Directions for this task
Wherever a picture appears, skip it and retype the rest of the data exactly.

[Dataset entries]
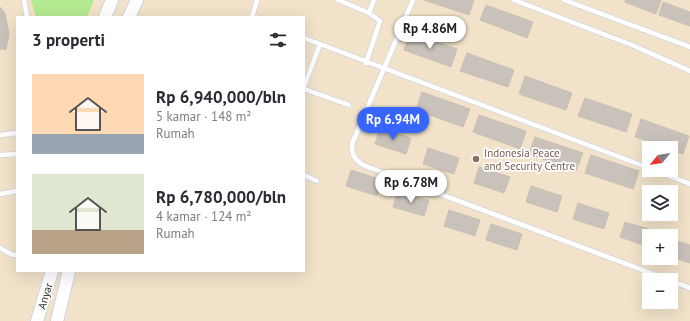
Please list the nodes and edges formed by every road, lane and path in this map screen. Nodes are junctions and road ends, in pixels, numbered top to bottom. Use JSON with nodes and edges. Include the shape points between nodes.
{"nodes":[{"id":1,"x":24,"y":0,"type":"edge"},
{"id":2,"x":112,"y":0,"type":"edge"},
{"id":3,"x":137,"y":0,"type":"edge"},
{"id":4,"x":257,"y":0,"type":"edge"},
{"id":5,"x":338,"y":0,"type":"edge"},
{"id":6,"x":374,"y":0,"type":"edge"},
{"id":7,"x":413,"y":0,"type":"edge"},
{"id":8,"x":514,"y":0,"type":"edge"},
{"id":9,"x":564,"y":0,"type":"edge"},
{"id":10,"x":370,"y":13,"type":"junction"},
{"id":11,"x":27,"y":16,"type":"edge"},
{"id":12,"x":105,"y":16,"type":"edge"},
{"id":13,"x":129,"y":16,"type":"edge"},
{"id":14,"x":252,"y":16,"type":"edge"},
{"id":15,"x":305,"y":38,"type":"edge"},
{"id":16,"x":320,"y":44,"type":"junction"},
{"id":17,"x":690,"y":47,"type":"edge"},
{"id":18,"x":366,"y":63,"type":"junction"},
{"id":19,"x":386,"y":68,"type":"junction"},
{"id":20,"x":690,"y":71,"type":"edge"},
{"id":21,"x":305,"y":85,"type":"edge"},
{"id":22,"x":305,"y":88,"type":"edge"},
{"id":23,"x":349,"y":105,"type":"dead end"},
{"id":24,"x":16,"y":133,"type":"edge"},
{"id":25,"x":0,"y":135,"type":"edge"},
{"id":26,"x":16,"y":154,"type":"edge"},
{"id":27,"x":0,"y":155,"type":"edge"},
{"id":28,"x":642,"y":165,"type":"edge"},
{"id":29,"x":305,"y":175,"type":"edge"},
{"id":30,"x":672,"y":177,"type":"edge"},
{"id":31,"x":317,"y":180,"type":"dead end"},
{"id":32,"x":690,"y":184,"type":"edge"},
{"id":33,"x":16,"y":190,"type":"edge"},
{"id":34,"x":0,"y":194,"type":"edge"},
{"id":35,"x":0,"y":248,"type":"edge"},
{"id":36,"x":16,"y":255,"type":"edge"},
{"id":37,"x":52,"y":272,"type":"edge"},
{"id":38,"x":69,"y":272,"type":"edge"},
{"id":39,"x":651,"y":273,"type":"edge"},
{"id":40,"x":678,"y":283,"type":"edge"},
{"id":41,"x":690,"y":288,"type":"edge"},
{"id":42,"x":37,"y":321,"type":"edge"},
{"id":43,"x":57,"y":321,"type":"edge"}],
"edges":[{"from":1,"to":11,"type":"lane"},
{"from":2,"to":12,"type":"street"},
{"from":3,"to":13,"type":"street"},
{"from":4,"to":14,"type":"lane"},
{"from":5,"to":10,"type":"lane"},
{"from":6,"to":10,"type":"lane"},
{"from":7,"to":19,"type":"lane"},
{"from":8,"to":20,"type":"lane","via":[[632,45]]},
{"from":9,"to":17,"type":"lane"},
{"from":10,"to":18,"type":"lane","via":[[379,19],[380,24]]},
{"from":15,"to":16,"type":"lane"},
{"from":16,"to":18,"type":"lane"},
{"from":16,"to":21,"type":"lane"},
{"from":18,"to":19,"type":"lane"},
{"from":19,"to":28,"type":"lane"},
{"from":19,"to":39,"type":"lane","via":[[352,144],[352,155],[356,160],[363,165]]},
{"from":22,"to":23,"type":"lane"},
{"from":24,"to":25,"type":"lane"},
{"from":26,"to":27,"type":"lane"},
{"from":29,"to":31,"type":"lane"},
{"from":30,"to":32,"type":"lane"},
{"from":33,"to":34,"type":"lane"},
{"from":35,"to":36,"type":"lane"},
{"from":37,"to":42,"type":"street","name":"Anyar"},
{"from":38,"to":43,"type":"street","name":"Anyar"},
{"from":40,"to":41,"type":"lane"}]}
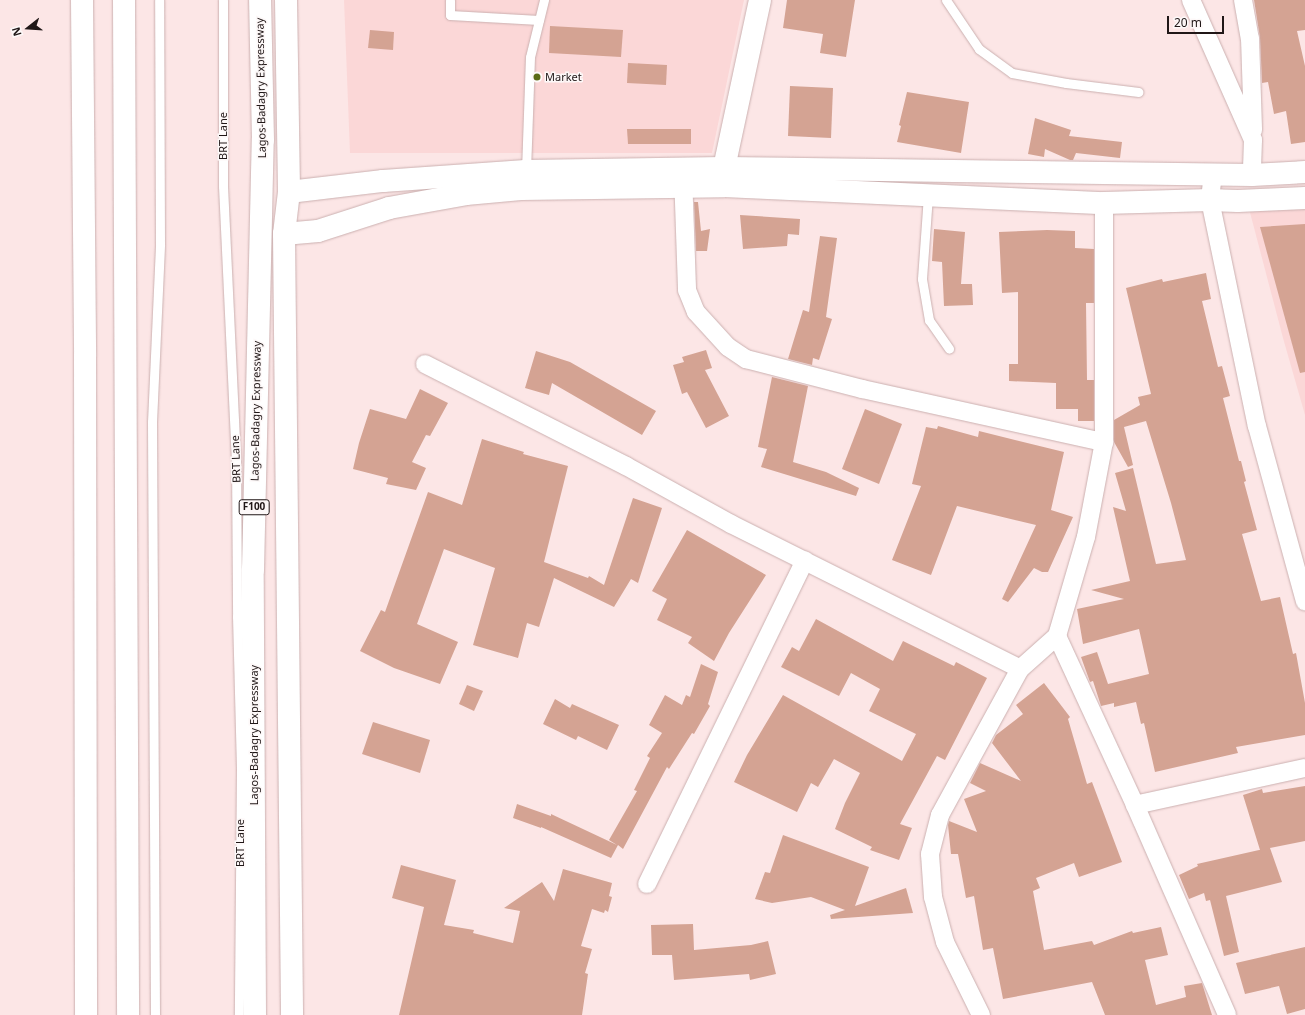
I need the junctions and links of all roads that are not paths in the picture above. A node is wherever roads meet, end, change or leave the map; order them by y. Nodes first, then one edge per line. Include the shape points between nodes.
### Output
1 (82, 0) edge
2 (124, 0) edge
3 (159, 0) edge
4 (223, 0) edge
5 (260, 0) edge
6 (286, 0) edge
7 (450, 0) edge
8 (544, 0) edge
9 (760, 0) edge
10 (946, 0) edge
11 (1191, 0) edge
12 (1243, 0) edge
13 (539, 20) junction
14 (1138, 92) dead end
15 (1253, 140) junction
16 (866, 170) junction
17 (1305, 172) edge
18 (1082, 173) junction
19 (1213, 174) junction
20 (1252, 175) junction
21 (724, 177) junction
22 (683, 178) junction
23 (523, 180) junction
24 (289, 192) junction
25 (867, 193) junction
26 (928, 195) junction
27 (1305, 198) edge
28 (1210, 200) junction
29 (1077, 202) junction
30 (1104, 203) junction
31 (284, 234) junction
32 (949, 349) dead end
33 (425, 364) dead end
34 (1104, 442) junction
35 (805, 560) junction
36 (1305, 602) edge
37 (1057, 636) junction
38 (1020, 668) junction
39 (1305, 768) edge
40 (1135, 805) junction
41 (647, 884) dead end
42 (86, 1015) edge
43 (128, 1015) edge
44 (155, 1015) edge
45 (239, 1015) edge
46 (255, 1015) edge
47 (292, 1015) edge
48 (981, 1015) edge
49 (1227, 1015) edge

1 - 42 main road
2 - 43 main road
3 - 44 lane via 160,244 152,422
4 - 45 lane, BRT Lane via 223,186 236,458 241,769
5 - 46 main road, Lagos-Badagry Expressway / F100 via 263,140 252,570
6 - 24 main road
7 - 13 lane via 450,15
8 - 13 lane
9 - 21 main road
10 - 14 lane via 979,49 1012,73 1066,84
11 - 15 street
12 - 15 street via 1250,38
13 - 23 lane via 530,57
15 - 20 street
16 - 18 main road
16 - 21 main road
16 - 25 main road
17 - 20 main road
18 - 19 main road
18 - 29 main road
19 - 20 main road
19 - 28 street
21 - 22 main road
21 - 25 main road
22 - 23 main road
22 - 34 street via 686,290 696,312 728,347 746,359 862,389
23 - 24 main road via 383,182
23 - 31 main road via 466,194 389,208 318,231
24 - 31 main road
25 - 26 main road
26 - 29 main road
26 - 32 lane via 922,279 929,320
27 - 28 main road
28 - 30 main road
28 - 36 street via 1257,426
29 - 30 main road
30 - 34 street
31 - 47 main road
33 - 35 street
34 - 37 street via 1086,537
35 - 38 street
35 - 41 street
37 - 38 street
37 - 40 street
38 - 48 street via 940,814 930,854 933,897 945,942
39 - 40 street
40 - 49 street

Answer below
Please list the nodes and edges formed by every road, lane and path in this map screen. Nodes are junctions and road ends, in pixels, numbered top to bottom. Use JSON with nodes and edges. Include the shape points between nodes.
{"nodes":[{"id":1,"x":24,"y":0,"type":"edge"},
{"id":2,"x":112,"y":0,"type":"edge"},
{"id":3,"x":137,"y":0,"type":"edge"},
{"id":4,"x":257,"y":0,"type":"edge"},
{"id":5,"x":338,"y":0,"type":"edge"},
{"id":6,"x":374,"y":0,"type":"edge"},
{"id":7,"x":413,"y":0,"type":"edge"},
{"id":8,"x":514,"y":0,"type":"edge"},
{"id":9,"x":564,"y":0,"type":"edge"},
{"id":10,"x":370,"y":13,"type":"junction"},
{"id":11,"x":27,"y":16,"type":"edge"},
{"id":12,"x":105,"y":16,"type":"edge"},
{"id":13,"x":129,"y":16,"type":"edge"},
{"id":14,"x":252,"y":16,"type":"edge"},
{"id":15,"x":305,"y":38,"type":"edge"},
{"id":16,"x":320,"y":44,"type":"junction"},
{"id":17,"x":690,"y":47,"type":"edge"},
{"id":18,"x":366,"y":63,"type":"junction"},
{"id":19,"x":386,"y":68,"type":"junction"},
{"id":20,"x":690,"y":71,"type":"edge"},
{"id":21,"x":305,"y":85,"type":"edge"},
{"id":22,"x":305,"y":88,"type":"edge"},
{"id":23,"x":349,"y":105,"type":"dead end"},
{"id":24,"x":16,"y":133,"type":"edge"},
{"id":25,"x":0,"y":135,"type":"edge"},
{"id":26,"x":16,"y":154,"type":"edge"},
{"id":27,"x":0,"y":155,"type":"edge"},
{"id":28,"x":642,"y":165,"type":"edge"},
{"id":29,"x":305,"y":175,"type":"edge"},
{"id":30,"x":672,"y":177,"type":"edge"},
{"id":31,"x":317,"y":180,"type":"dead end"},
{"id":32,"x":690,"y":184,"type":"edge"},
{"id":33,"x":16,"y":190,"type":"edge"},
{"id":34,"x":0,"y":194,"type":"edge"},
{"id":35,"x":0,"y":248,"type":"edge"},
{"id":36,"x":16,"y":255,"type":"edge"},
{"id":37,"x":52,"y":272,"type":"edge"},
{"id":38,"x":69,"y":272,"type":"edge"},
{"id":39,"x":651,"y":273,"type":"edge"},
{"id":40,"x":678,"y":283,"type":"edge"},
{"id":41,"x":690,"y":288,"type":"edge"},
{"id":42,"x":37,"y":321,"type":"edge"},
{"id":43,"x":57,"y":321,"type":"edge"}],
"edges":[{"from":1,"to":11,"type":"lane"},
{"from":2,"to":12,"type":"street"},
{"from":3,"to":13,"type":"street"},
{"from":4,"to":14,"type":"lane"},
{"from":5,"to":10,"type":"lane"},
{"from":6,"to":10,"type":"lane"},
{"from":7,"to":19,"type":"lane"},
{"from":8,"to":20,"type":"lane","via":[[632,45]]},
{"from":9,"to":17,"type":"lane"},
{"from":10,"to":18,"type":"lane","via":[[379,19],[380,24]]},
{"from":15,"to":16,"type":"lane"},
{"from":16,"to":18,"type":"lane"},
{"from":16,"to":21,"type":"lane"},
{"from":18,"to":19,"type":"lane"},
{"from":19,"to":28,"type":"lane"},
{"from":19,"to":39,"type":"lane","via":[[352,144],[352,155],[356,160],[363,165]]},
{"from":22,"to":23,"type":"lane"},
{"from":24,"to":25,"type":"lane"},
{"from":26,"to":27,"type":"lane"},
{"from":29,"to":31,"type":"lane"},
{"from":30,"to":32,"type":"lane"},
{"from":33,"to":34,"type":"lane"},
{"from":35,"to":36,"type":"lane"},
{"from":37,"to":42,"type":"street","name":"Anyar"},
{"from":38,"to":43,"type":"street","name":"Anyar"},
{"from":40,"to":41,"type":"lane"}]}
I need the junctions and links of all roads that are not paths in the picture above. A node is wherever roads meet, end, change or leave the map; order them by y. Nodes first, then one edge per line. Include the shape points between nodes.
### Output
1 (82, 0) edge
2 (124, 0) edge
3 (159, 0) edge
4 (223, 0) edge
5 (260, 0) edge
6 (286, 0) edge
7 (450, 0) edge
8 (544, 0) edge
9 (760, 0) edge
10 (946, 0) edge
11 (1191, 0) edge
12 (1243, 0) edge
13 (539, 20) junction
14 (1138, 92) dead end
15 (1253, 140) junction
16 (866, 170) junction
17 (1305, 172) edge
18 (1082, 173) junction
19 (1213, 174) junction
20 (1252, 175) junction
21 (724, 177) junction
22 (683, 178) junction
23 (523, 180) junction
24 (289, 192) junction
25 (867, 193) junction
26 (928, 195) junction
27 (1305, 198) edge
28 (1210, 200) junction
29 (1077, 202) junction
30 (1104, 203) junction
31 (284, 234) junction
32 (949, 349) dead end
33 (425, 364) dead end
34 (1104, 442) junction
35 (805, 560) junction
36 (1305, 602) edge
37 (1057, 636) junction
38 (1020, 668) junction
39 (1305, 768) edge
40 (1135, 805) junction
41 (647, 884) dead end
42 (86, 1015) edge
43 (128, 1015) edge
44 (155, 1015) edge
45 (239, 1015) edge
46 (255, 1015) edge
47 (292, 1015) edge
48 (981, 1015) edge
49 (1227, 1015) edge

1 - 42 main road
2 - 43 main road
3 - 44 lane via 160,244 152,422
4 - 45 lane, BRT Lane via 223,186 236,458 241,769
5 - 46 main road, Lagos-Badagry Expressway / F100 via 263,140 252,570
6 - 24 main road
7 - 13 lane via 450,15
8 - 13 lane
9 - 21 main road
10 - 14 lane via 979,49 1012,73 1066,84
11 - 15 street
12 - 15 street via 1250,38
13 - 23 lane via 530,57
15 - 20 street
16 - 18 main road
16 - 21 main road
16 - 25 main road
17 - 20 main road
18 - 19 main road
18 - 29 main road
19 - 20 main road
19 - 28 street
21 - 22 main road
21 - 25 main road
22 - 23 main road
22 - 34 street via 686,290 696,312 728,347 746,359 862,389
23 - 24 main road via 383,182
23 - 31 main road via 466,194 389,208 318,231
24 - 31 main road
25 - 26 main road
26 - 29 main road
26 - 32 lane via 922,279 929,320
27 - 28 main road
28 - 30 main road
28 - 36 street via 1257,426
29 - 30 main road
30 - 34 street
31 - 47 main road
33 - 35 street
34 - 37 street via 1086,537
35 - 38 street
35 - 41 street
37 - 38 street
37 - 40 street
38 - 48 street via 940,814 930,854 933,897 945,942
39 - 40 street
40 - 49 street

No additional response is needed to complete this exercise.